The Professional’s Guide to Asking Questions

If you’re only asking those big, open-ended questions, you could be shooting yourself in the foot.

By Michael Lovas and Pam Holloway

So the first question in this article about asking questions has to be: “Why Use Questions?”

You want to use questions because they work! Plus, the person who asks the questions controls the situation—and this is true whether you’re a trainer, a salesperson, a manager, etc.

Asking the right kindof question at the right time can get people to listen to you, when they wouldn’t otherwise want to. Learn to ask the right questions, and you can turn a negative situation into a positive one.

If you’re only using the basic fact-finding questions, you’re losing a huge opportunity to improve results. If you’re asking those big, open-ended questions, you could be shooting yourself in the foot. But, for now, let’s look at why you should care to ask the right questions at the right time.

What Do Questions Do for You?

1. Questions help build rapport and trust. They show people you’re listening to them and are genuinely interested in what they have to say. Questions provide a perfect way to introduce yourself and your services and tie those services directly to what matters most to your client.

2. Questions help people self-discover you. This is a critically important variable in the effectiveness of any communication. Simply telling me about a feature or benefit will have far less influence on me than if I discover it myself. Questions enable the self-discovery process. They get people to persuade themselves, and research shows that approach to be most effective. The bottom line: People believe what theysay, not what yousay. But, changes are slim they’d say it unless you ask the right questions to give them the opportunity.

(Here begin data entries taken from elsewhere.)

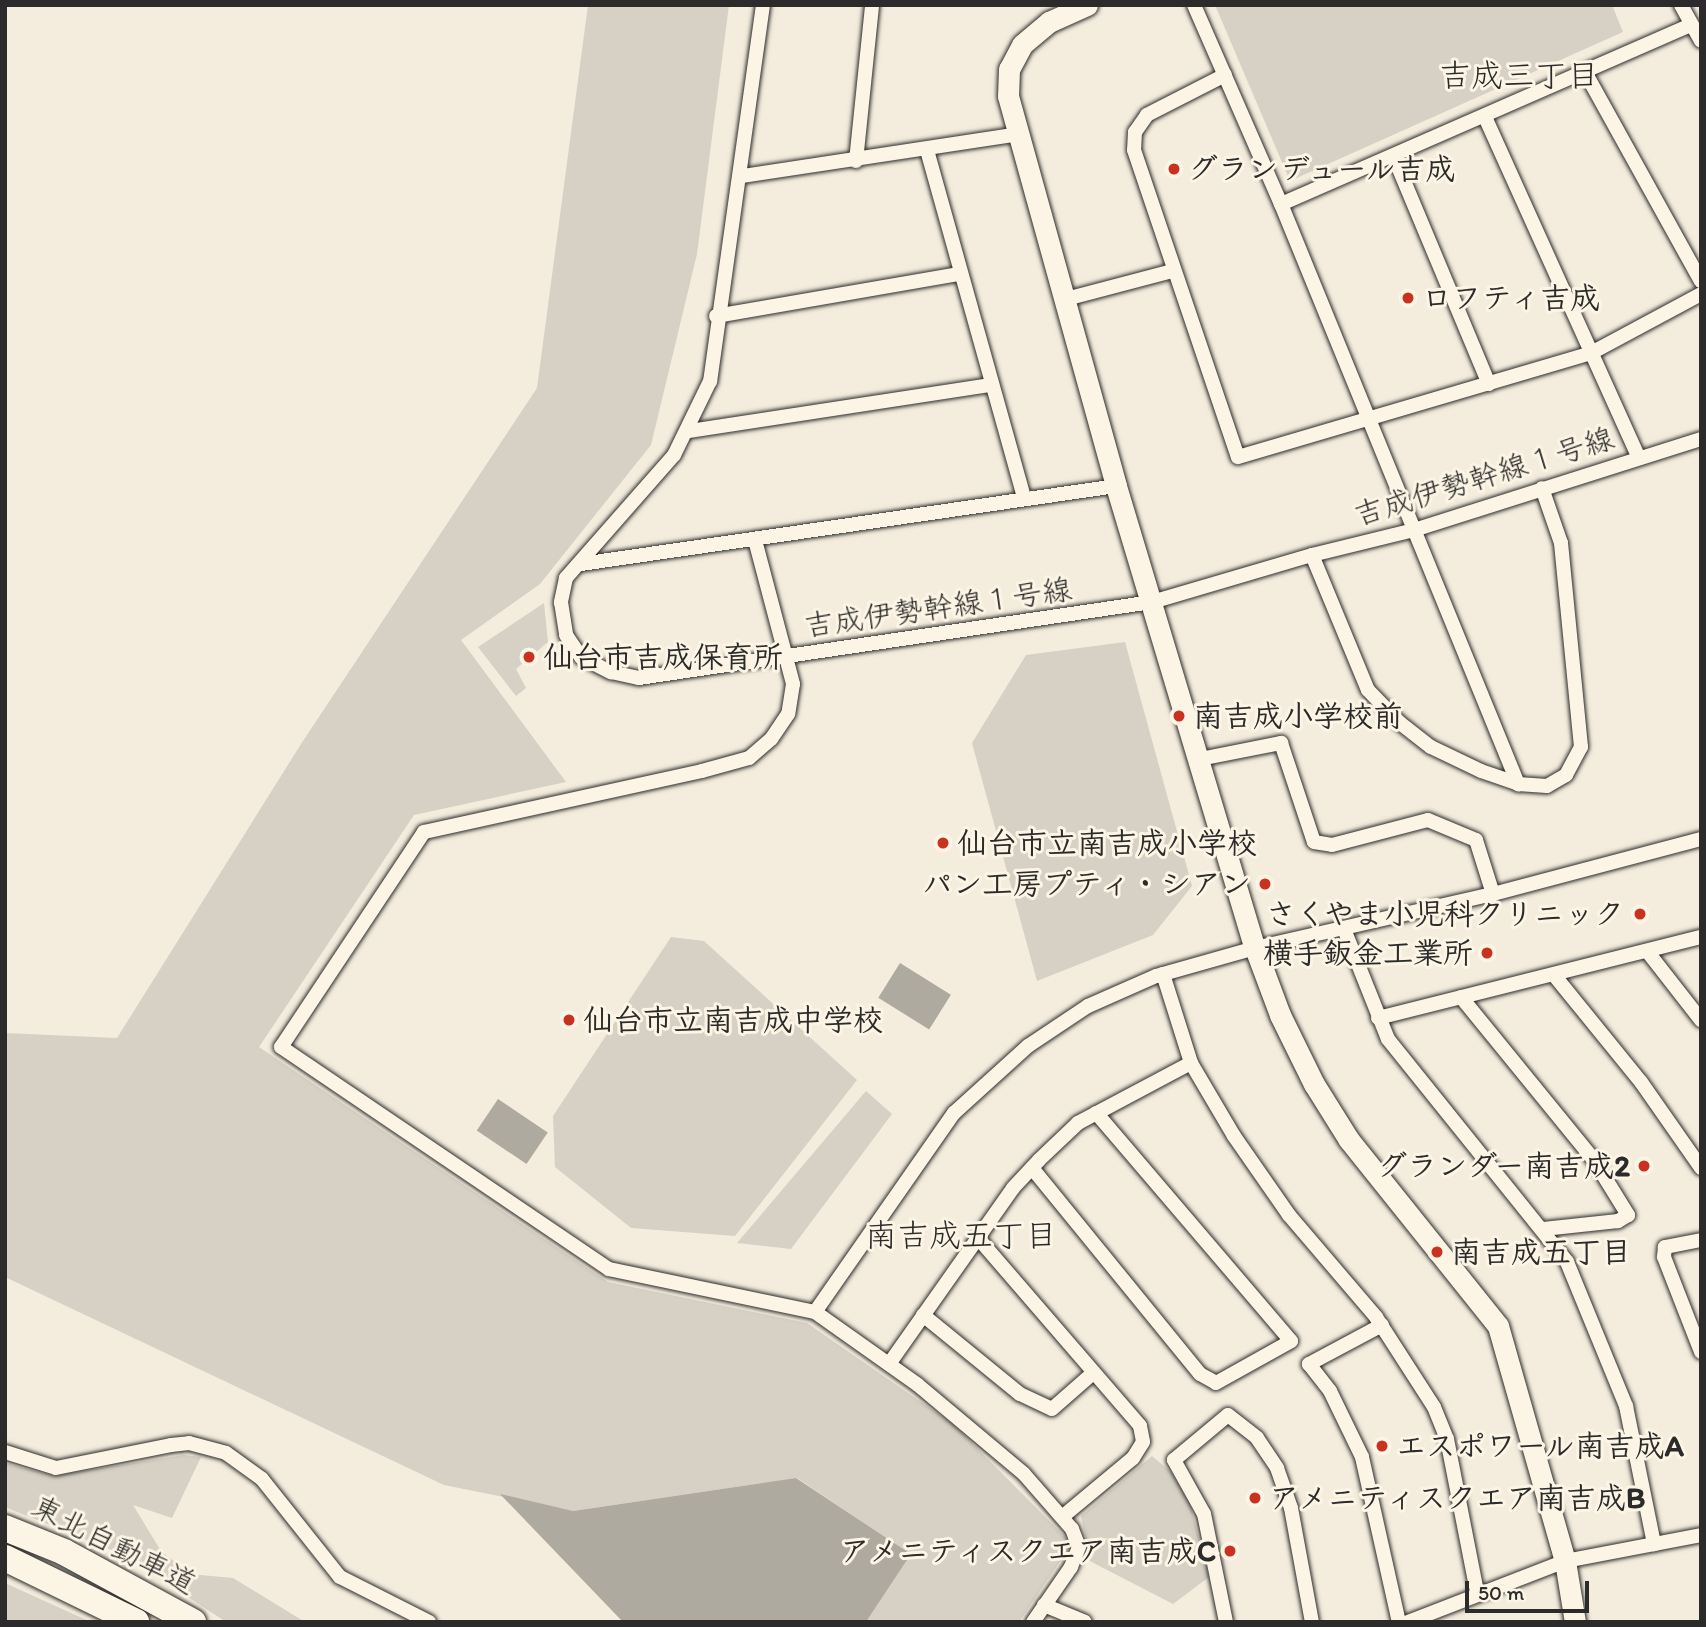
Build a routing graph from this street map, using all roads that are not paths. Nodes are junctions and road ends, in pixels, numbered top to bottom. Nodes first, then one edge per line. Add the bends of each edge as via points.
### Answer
1 (763, 5) edge
2 (872, 5) edge
3 (1087, 5) edge
4 (1194, 5) edge
5 (1681, 5) edge
6 (1690, 25) junction
7 (1701, 41) edge
8 (1585, 72) junction
9 (1225, 75) junction
10 (1485, 117) junction
11 (1021, 134) junction
12 (927, 150) junction
13 (1394, 157) junction
14 (856, 161) junction
15 (742, 176) junction
16 (1281, 204) junction
17 (1172, 271) junction
18 (959, 274) junction
19 (1701, 281) edge
20 (1701, 294) edge
21 (1066, 299) junction
22 (716, 316) junction
23 (1591, 353) junction
24 (1489, 384) junction
25 (991, 385) junction
26 (1369, 419) junction
27 (689, 431) junction
28 (1701, 439) edge
29 (1638, 456) junction
30 (1116, 486) junction
31 (1542, 488) junction
32 (1024, 498) junction
33 (1414, 530) junction
34 (755, 540) junction
35 (1312, 555) junction
36 (582, 564) junction
37 (1152, 602) junction
38 (788, 656) junction
39 (1200, 758) junction
40 (1518, 784) junction
41 (1701, 839) edge
42 (1493, 894) junction
43 (1344, 929) junction
44 (1701, 937) edge
45 (1255, 948) junction
46 (1647, 951) junction
47 (1163, 974) junction
48 (1554, 975) junction
49 (1461, 998) junction
50 (1378, 1018) junction
51 (1701, 1020) edge
52 (1191, 1063) junction
53 (1096, 1114) junction
54 (1032, 1168) junction
55 (1701, 1168) edge
56 (1543, 1229) junction
57 (978, 1238) junction
58 (1701, 1240) edge
59 (815, 1312) junction
60 (923, 1315) junction
61 (1382, 1325) junction
62 (1701, 1352) edge
63 (889, 1364) junction
64 (1093, 1373) junction
65 (5, 1451) edge
66 (1062, 1517) junction
67 (5, 1528) edge
68 (1701, 1535) edge
69 (1654, 1544) junction
70 (5, 1558) edge
71 (1565, 1561) junction
72 (1477, 1592) junction
73 (1044, 1605) junction
74 (136, 1622) edge
75 (193, 1622) edge
76 (429, 1622) edge
77 (1033, 1622) edge
78 (1085, 1622) edge
79 (1226, 1622) edge
80 (1312, 1622) edge
81 (1399, 1622) edge
82 (1408, 1622) edge
83 (1575, 1622) edge

1 - 15 street, 吉成伊勢幹線１号線
2 - 14 street
3 - 11 street via 1049,22 1022,45 1009,69 1008,96
4 - 9 street
5 - 6 street
6 - 7 street
6 - 8 street
8 - 10 street
8 - 19 street
9 - 16 street
9 - 17 street via 1147,115 1135,132 1134,150
10 - 13 street
10 - 23 street
11 - 12 street
11 - 21 street
12 - 14 street
12 - 18 street
13 - 16 street
13 - 24 street
14 - 15 street
15 - 22 street, 吉成伊勢幹線１号線
16 - 26 street
17 - 21 street
17 - 26 street via 1238,457
18 - 22 street
18 - 25 street
20 - 23 street
21 - 30 street
22 - 27 street, 吉成伊勢幹線１号線 via 710,381
23 - 24 street
23 - 29 street
24 - 26 street
25 - 27 street
25 - 32 street
26 - 33 street
27 - 36 street, 吉成伊勢幹線１号線
28 - 29 street, 吉成伊勢幹線１号線
29 - 31 street, 吉成伊勢幹線１号線
30 - 32 street
30 - 37 street
31 - 33 street, 吉成伊勢幹線１号線
31 - 40 street via 1565,566 1581,747 1566,775 1547,786
32 - 34 street
33 - 35 street, 吉成伊勢幹線１号線
33 - 40 street
34 - 36 street
34 - 38 street
35 - 37 street, 吉成伊勢幹線１号線
35 - 40 street via 1368,690 1431,747
36 - 38 street, 吉成伊勢幹線１号線 via 566,578 561,602 566,635 581,657 611,672 639,678
37 - 38 street, 吉成伊勢幹線１号線
37 - 39 street
38 - 59 street via 793,684 789,714 749,758 424,832 281,1047 609,1269
39 - 42 street via 1281,743 1314,842 1332,845 1428,820 1476,840
39 - 45 street
41 - 42 street
42 - 43 street
43 - 45 street
43 - 50 street
44 - 46 street
45 - 47 street
45 - 71 street via 1285,1026 1349,1140 1498,1326
46 - 48 street
46 - 51 street
47 - 52 street
47 - 59 street via 1088,1006 1028,1046 973,1095 947,1122
48 - 49 street
48 - 55 street via 1641,1082
49 - 50 street
49 - 56 street via 1594,1160 1628,1215 1618,1221
50 - 56 street via 1422,1084
52 - 53 street
52 - 61 street via 1289,1215
53 - 54 street via 1078,1123
53 - 54 street via 1291,1341 1216,1383 1200,1374
54 - 57 street
56 - 69 street via 1567,1262 1617,1381
57 - 60 street
57 - 64 street
58 - 62 street via 1665,1247 1664,1257
59 - 63 street
60 - 63 street
60 - 64 street via 1020,1394 1052,1409
61 - 72 street via 1434,1407 1447,1439
61 - 81 street via 1309,1364 1329,1391 1362,1457
63 - 66 street via 962,1419 1024,1474
64 - 66 street via 1140,1426 1143,1442 1133,1458
65 - 76 street via 56,1468 135,1449 189,1443 226,1453 262,1479 340,1577
66 - 73 street via 1079,1547
67 - 75 highway, 東北自動車道 via 64,1552
68 - 69 street
69 - 71 street
70 - 74 highway, 東北自動車道
71 - 72 street
71 - 83 street
72 - 82 street
73 - 77 street
73 - 78 street
79 - 80 street via 1204,1514 1174,1460 1228,1415 1257,1438 1277,1468 1292,1508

3. Questions help keep you focused. Questions lead to quality listening. They make it easier for you to concentrate on what’s most important in the situation, and they help keep you focused. When you focus on the answers, it’s much easier to see opportunities to ask follow-up questions.

4. Questions enhance your credibility. They make you look smart, self-confident, interesting, and interested in whom you’re talking to. They give you an opportunity to show your wisdom, expertise, and experience without pontificating or running off at the mouth.

How Do Questions Work?

To understand how questions work, let’s look at what happens in our brains when someone asks us a question.

1. We are compelled to answer. There’s something in our makeup as humans that causes a sort of automatic answering reflex to kick in the instant we hear a question. It’s related to our need for completion. A question is like a joke without a punch line. It’s incomplete, and the other person starts to fill in the blanks to complete it.

Warning: The question must be the right kind of question, asked at the right time. Otherwise, you risk invading the prospect’s personal space.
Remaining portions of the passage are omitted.